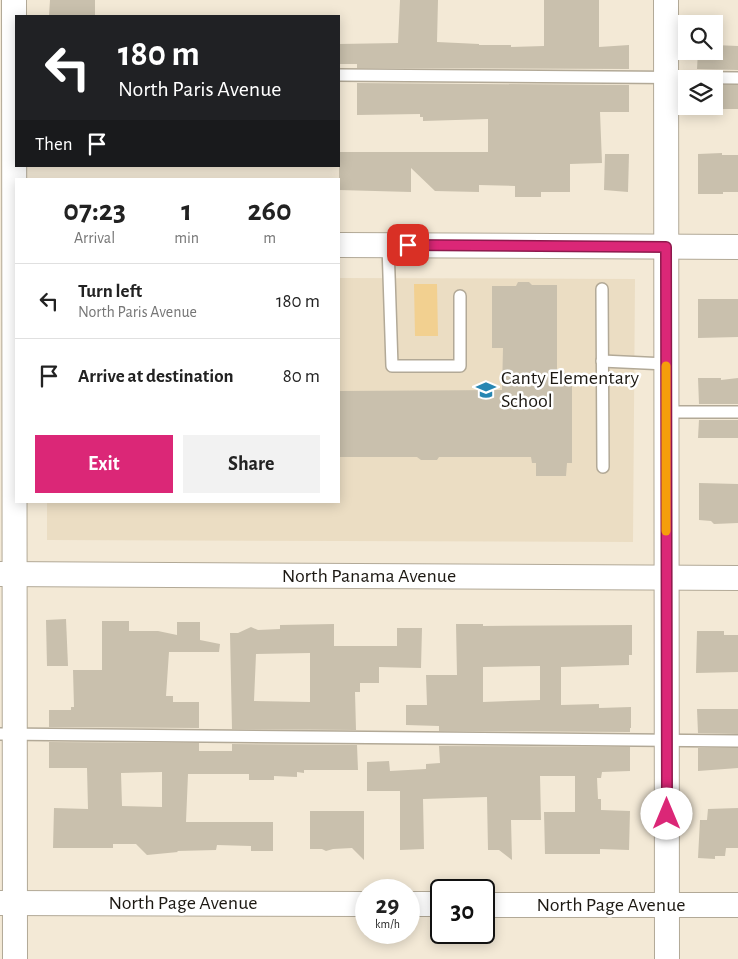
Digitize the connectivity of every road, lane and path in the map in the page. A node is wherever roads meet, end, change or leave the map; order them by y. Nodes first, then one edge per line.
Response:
1 (14, 0) edge
2 (666, 0) edge
3 (10, 71) edge
4 (340, 75) edge
5 (666, 78) junction
6 (738, 78) edge
7 (10, 243) edge
8 (340, 245) edge
9 (388, 245) junction
10 (666, 247) junction
11 (738, 247) edge
12 (602, 288) dead end
13 (460, 296) dead end
14 (602, 361) junction
15 (666, 364) junction
16 (7, 406) edge
17 (666, 412) junction
18 (738, 412) edge
19 (603, 467) dead end
20 (7, 574) edge
21 (667, 577) junction
22 (738, 578) edge
23 (7, 734) edge
24 (667, 741) junction
25 (738, 741) edge
26 (7, 903) edge
27 (355, 904) edge
28 (495, 905) edge
29 (667, 905) junction
30 (738, 906) edge
31 (15, 959) edge
32 (667, 959) edge

1 - 3 street
2 - 5 street
3 - 7 street
4 - 5 lane
5 - 6 lane
5 - 10 street
7 - 16 street
8 - 9 street
9 - 10 street
9 - 13 lane
10 - 11 street
10 - 15 street
12 - 14 lane
14 - 15 lane
14 - 19 lane
15 - 17 street
16 - 20 street
17 - 18 lane
17 - 21 street
20 - 21 street, North Panama Avenue
20 - 23 street
21 - 22 street, North Panama Avenue
21 - 24 street
23 - 24 lane
23 - 26 street
24 - 25 lane
24 - 29 street
26 - 27 street, North Page Avenue
26 - 31 street
28 - 29 street, North Page Avenue
29 - 30 street, North Page Avenue
29 - 32 street

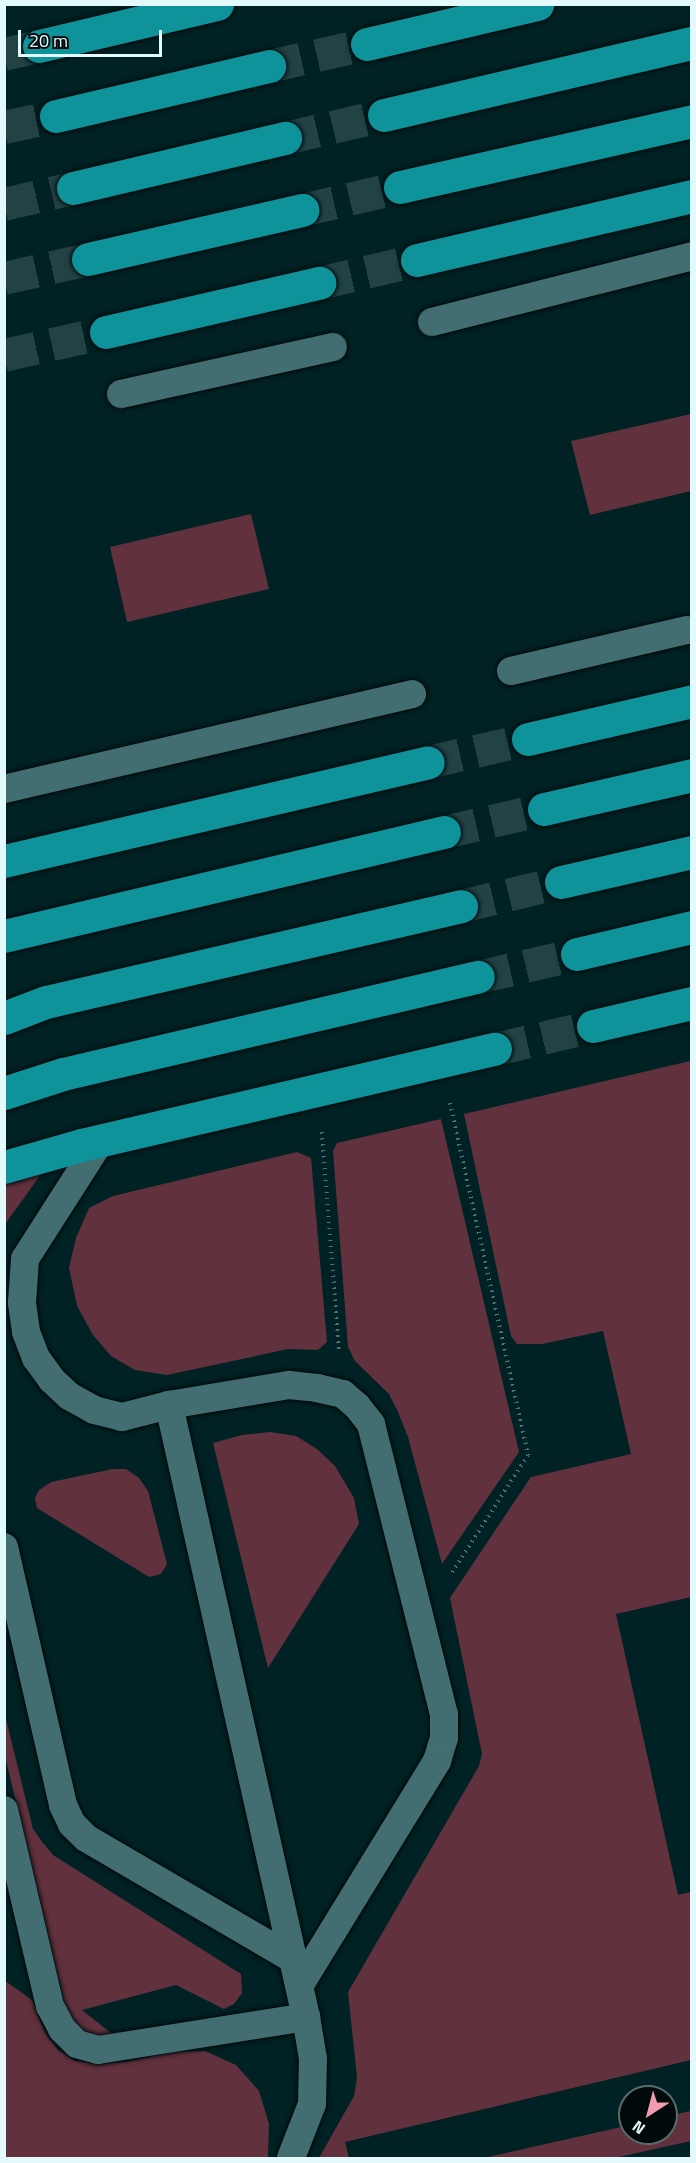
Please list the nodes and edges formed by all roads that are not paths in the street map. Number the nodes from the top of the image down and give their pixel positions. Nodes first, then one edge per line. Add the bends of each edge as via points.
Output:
1 (218, 4) edge
2 (537, 4) edge
3 (692, 43) edge
4 (367, 44) tunnel mouth
5 (39, 46) tunnel mouth
6 (269, 66) tunnel mouth
7 (384, 115) tunnel mouth
8 (56, 116) tunnel mouth
9 (692, 121) edge
10 (285, 138) tunnel mouth
11 (400, 187) tunnel mouth
12 (73, 188) tunnel mouth
13 (692, 196) edge
14 (302, 210) tunnel mouth
15 (692, 256) edge
16 (88, 259) tunnel mouth
17 (417, 260) tunnel mouth
18 (319, 283) tunnel mouth
19 (432, 322) dead end
20 (106, 332) tunnel mouth
21 (333, 347) dead end
22 (121, 394) dead end
23 (687, 630) dead end
24 (511, 671) dead end
25 (412, 694) dead end
26 (692, 701) edge
27 (528, 739) tunnel mouth
28 (428, 762) tunnel mouth
29 (692, 775) edge
30 (4, 789) edge
31 (544, 809) tunnel mouth
32 (444, 832) tunnel mouth
33 (692, 852) edge
34 (4, 861) edge
35 (561, 882) tunnel mouth
36 (461, 906) tunnel mouth
37 (692, 927) edge
38 (4, 936) edge
39 (577, 954) tunnel mouth
40 (478, 977) tunnel mouth
41 (692, 1003) edge
42 (4, 1018) edge
43 (594, 1026) tunnel mouth
44 (495, 1049) tunnel mouth
45 (4, 1093) edge
46 (101, 1140) junction
47 (4, 1167) edge
48 (25, 1258) junction
49 (4, 1291) edge
50 (169, 1406) junction
51 (4, 1547) edge
52 (4, 1810) edge
53 (296, 1972) junction
54 (306, 2018) junction
55 (291, 2158) edge

1 - 5 highway
2 - 4 highway
3 - 7 highway
6 - 8 highway
9 - 11 highway
10 - 12 highway
13 - 17 highway
14 - 16 highway
15 - 19 lane
18 - 20 highway
21 - 22 lane
23 - 24 lane
25 - 30 lane
26 - 27 highway
28 - 34 highway
29 - 31 highway
32 - 38 highway
33 - 35 highway
36 - 42 highway via 46,1002
37 - 39 highway
40 - 45 highway via 63,1074
41 - 43 highway
44 - 46 highway
46 - 47 highway
46 - 48 lane
48 - 49 lane
48 - 50 lane via 22,1304 26,1332 36,1358 52,1380 69,1396 94,1410 122,1417
50 - 53 lane
50 - 53 lane via 290,1385 343,1394 357,1406 371,1424 444,1715 444,1738 437,1761
51 - 53 lane via 63,1806 72,1824 86,1838
52 - 54 lane via 50,2006 62,2029 77,2044 98,2050
53 - 54 lane
54 - 55 lane via 313,2059 312,2104

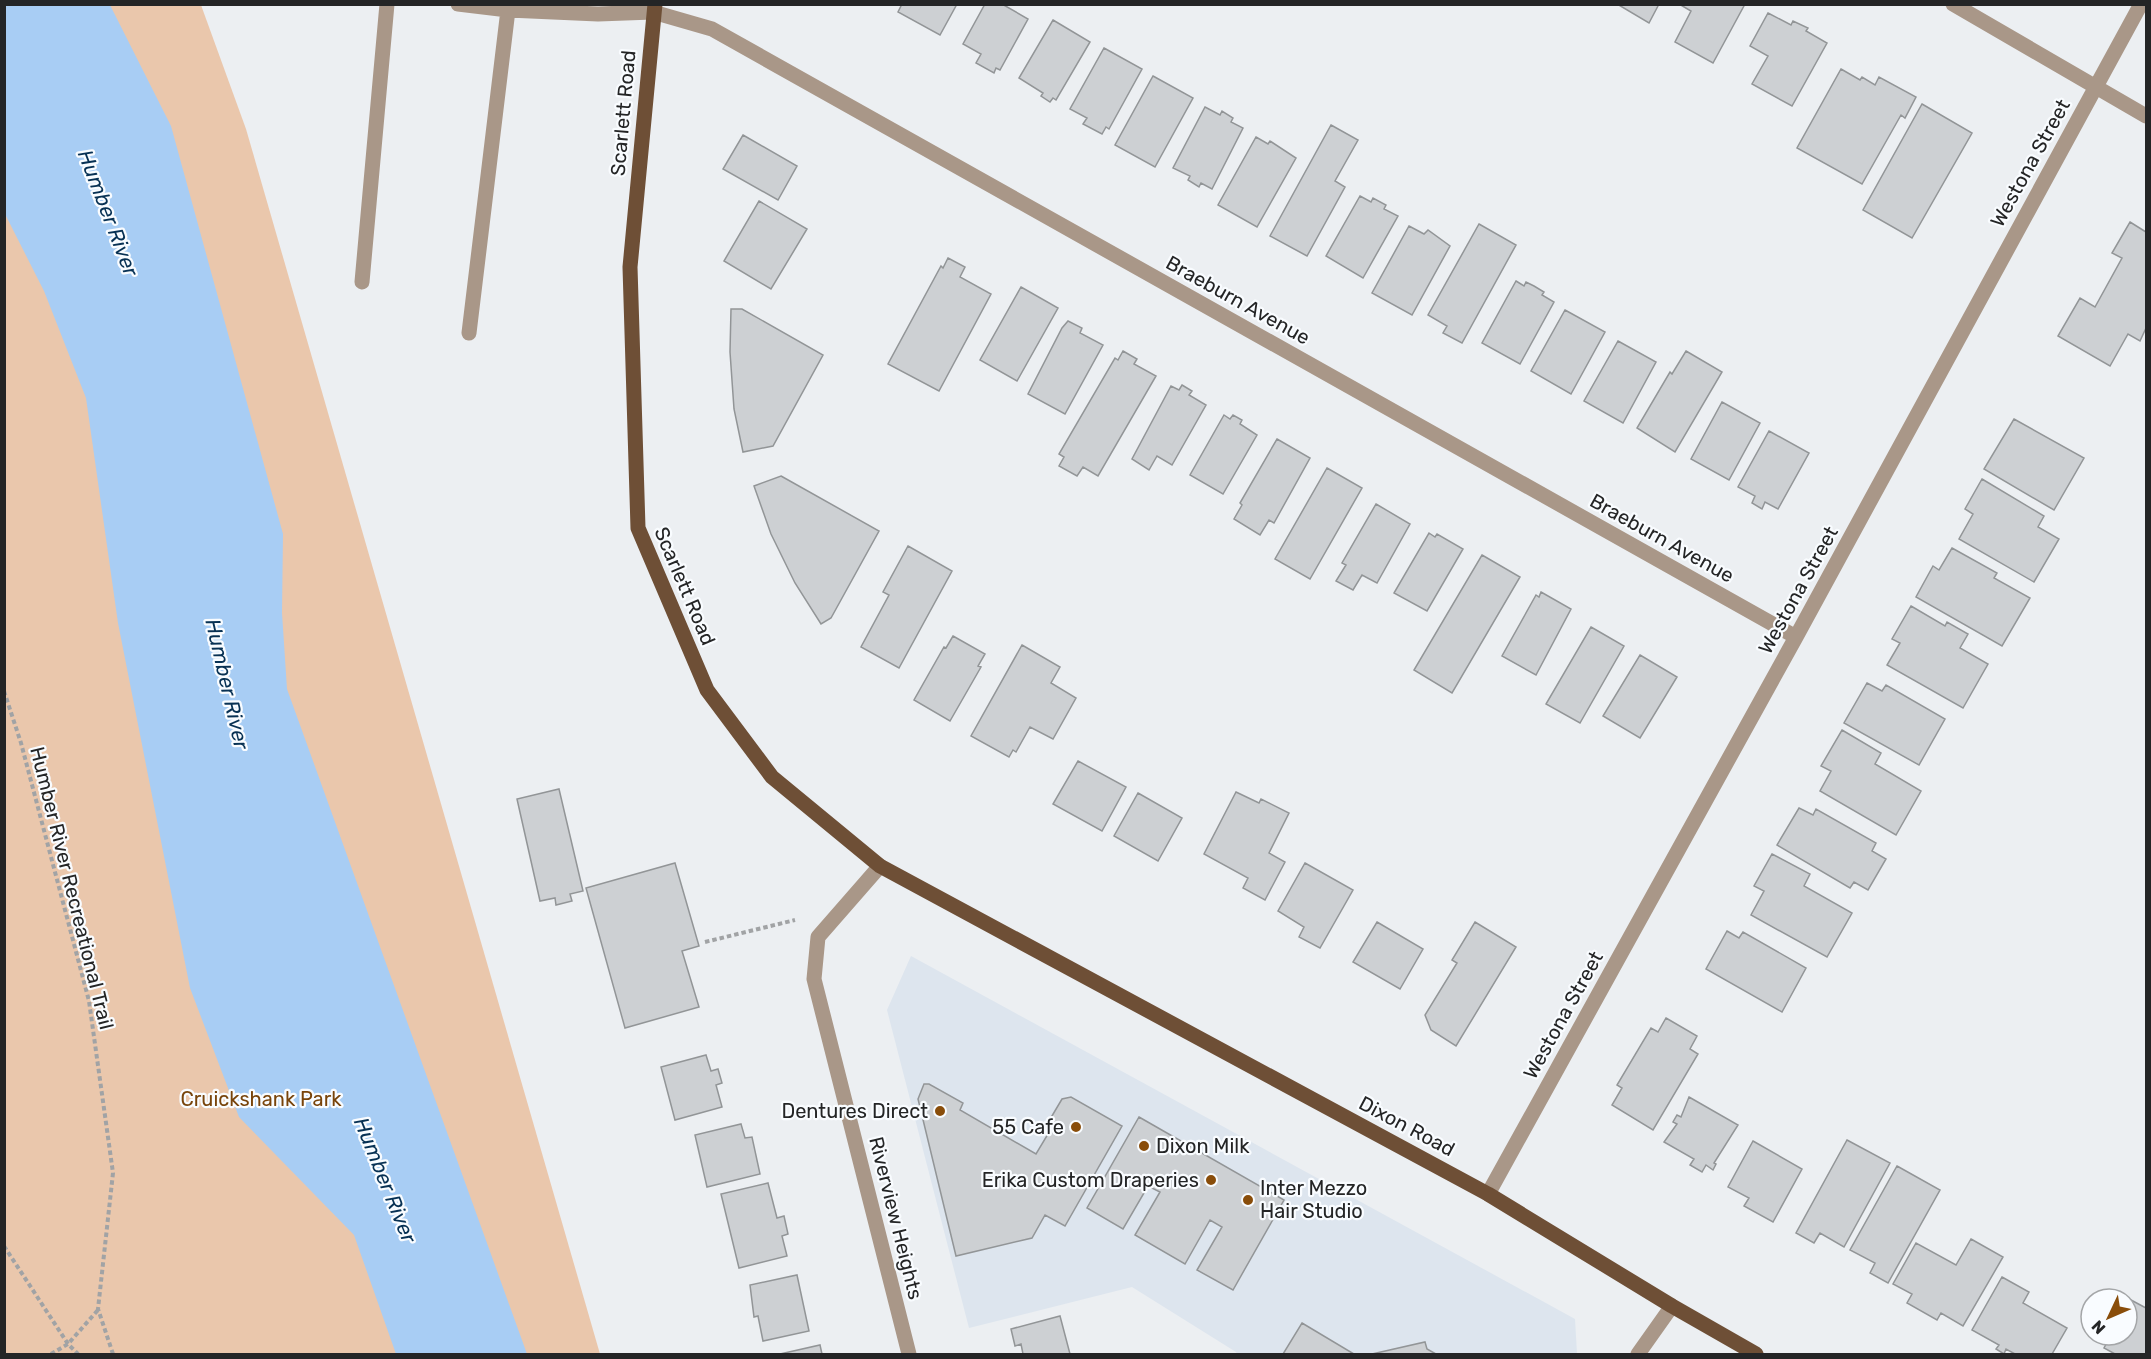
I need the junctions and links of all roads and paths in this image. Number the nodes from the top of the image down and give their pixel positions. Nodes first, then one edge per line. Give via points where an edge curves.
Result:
1 (387, 4) edge
2 (458, 4) edge
3 (1953, 4) edge
4 (2141, 4) edge
5 (654, 8) edge
6 (508, 10) junction
7 (2096, 87) junction
8 (2146, 116) edge
9 (362, 282) dead end
10 (469, 333) dead end
11 (1796, 638) junction
12 (4, 691) edge
13 (880, 866) junction
14 (796, 920) dead end
15 (705, 942) dead end
16 (1030, 948) joint
17 (1488, 1194) junction
18 (4, 1246) edge
19 (1672, 1306) junction
20 (98, 1310) junction
21 (68, 1344) junction
22 (51, 1354) edge
23 (78, 1354) edge
24 (113, 1354) edge
25 (909, 1354) edge
26 (1638, 1354) edge
27 (1756, 1354) edge

1 - 9 street
2 - 6 street, Braeburn Avenue
3 - 7 street
4 - 7 street, Westona Street
5 - 6 street, Braeburn Avenue via 598,14
5 - 11 street, Braeburn Avenue via 712,29
5 - 13 main road, Scarlett Road via 630,267 638,528 706,690 772,777
6 - 10 street
7 - 8 street
7 - 11 street, Westona Street
11 - 17 street, Westona Street
12 - 20 path, Humber River Recreational Trail via 89,1001 113,1173
13 - 16 main road, Scarlett Road
13 - 25 street, Riverview Heights via 818,937 814,979
14 - 15 path
16 - 17 main road, Dixon Road
17 - 19 main road, Dixon Road
18 - 21 path
19 - 26 street
19 - 27 main road, Dixon Road
20 - 21 path
20 - 24 path, Humber River Recreational Trail
21 - 22 path
21 - 23 path

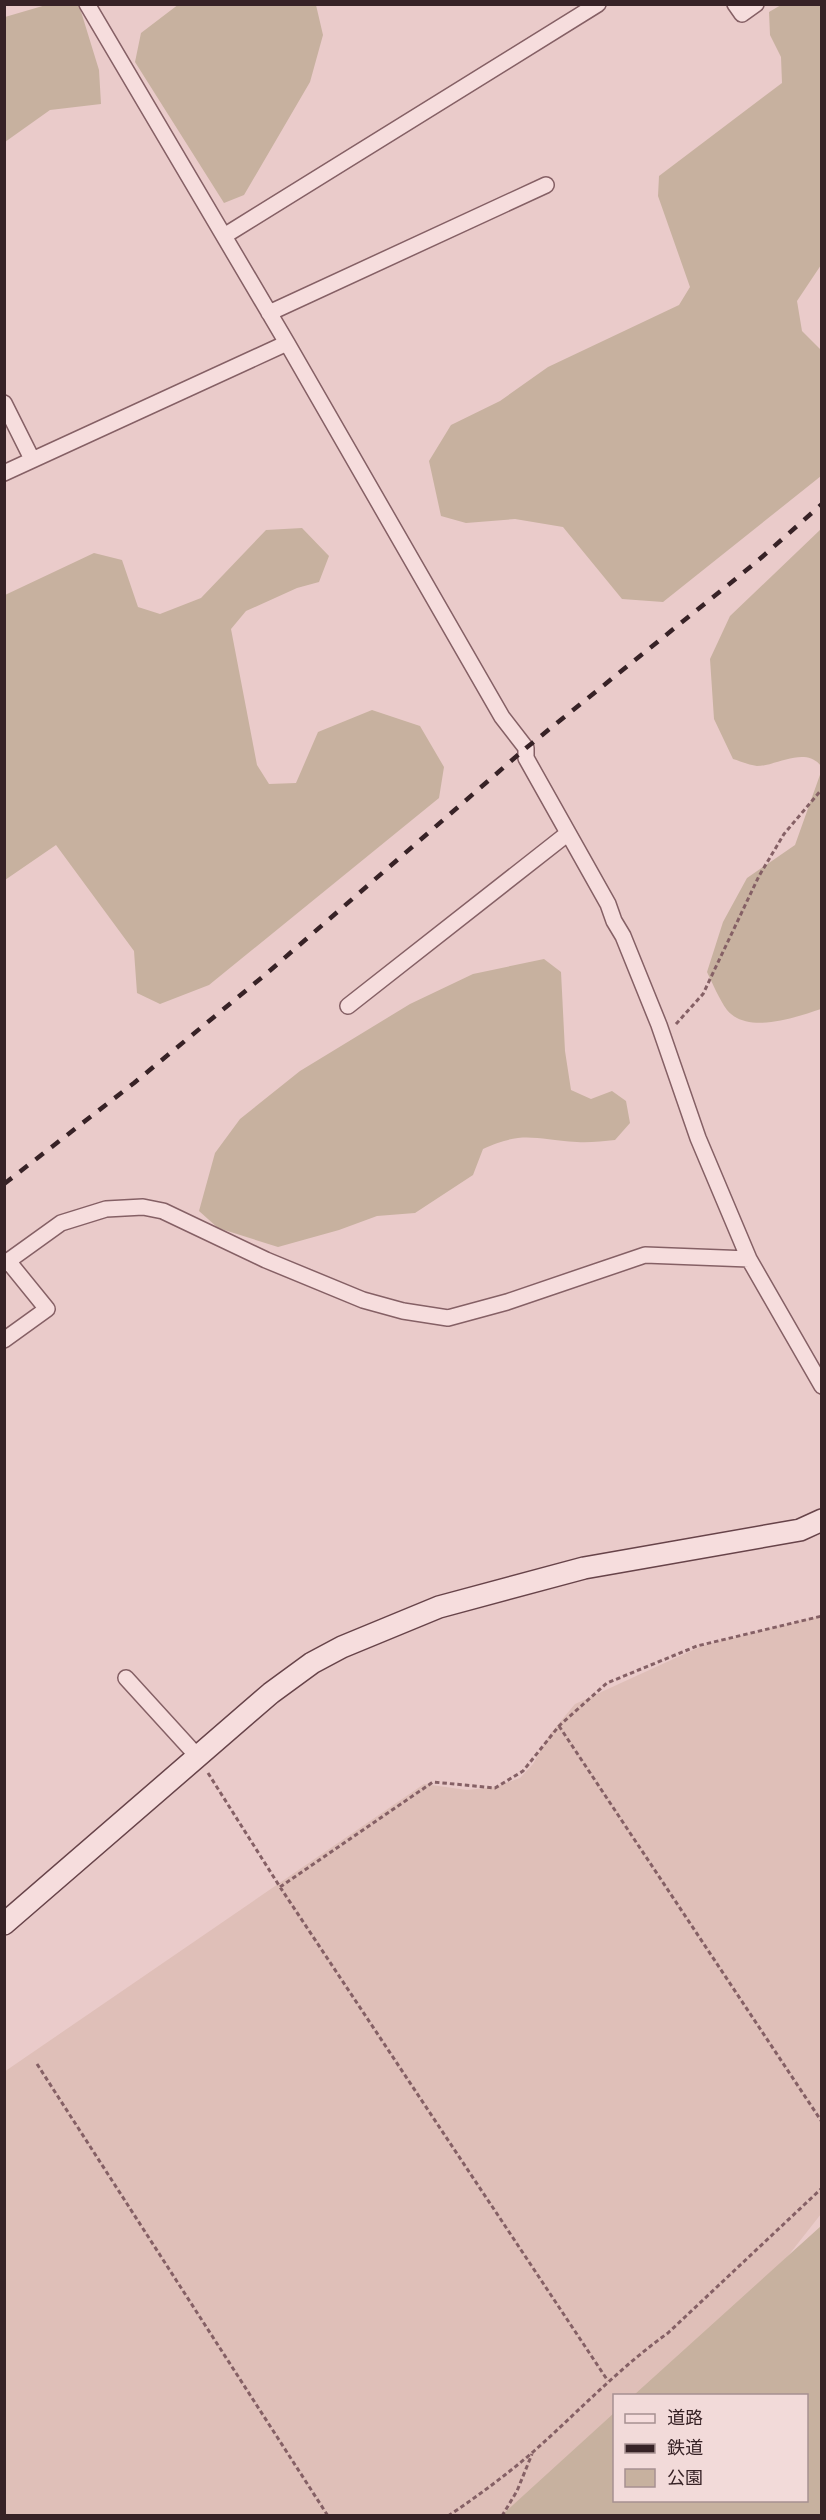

____________

WORK INSTRUCTION
Lines containing the word "Panama" must all be returned from the material above.

FINAL ANSWER
20 - 21 street, North Panama Avenue
21 - 22 street, North Panama Avenue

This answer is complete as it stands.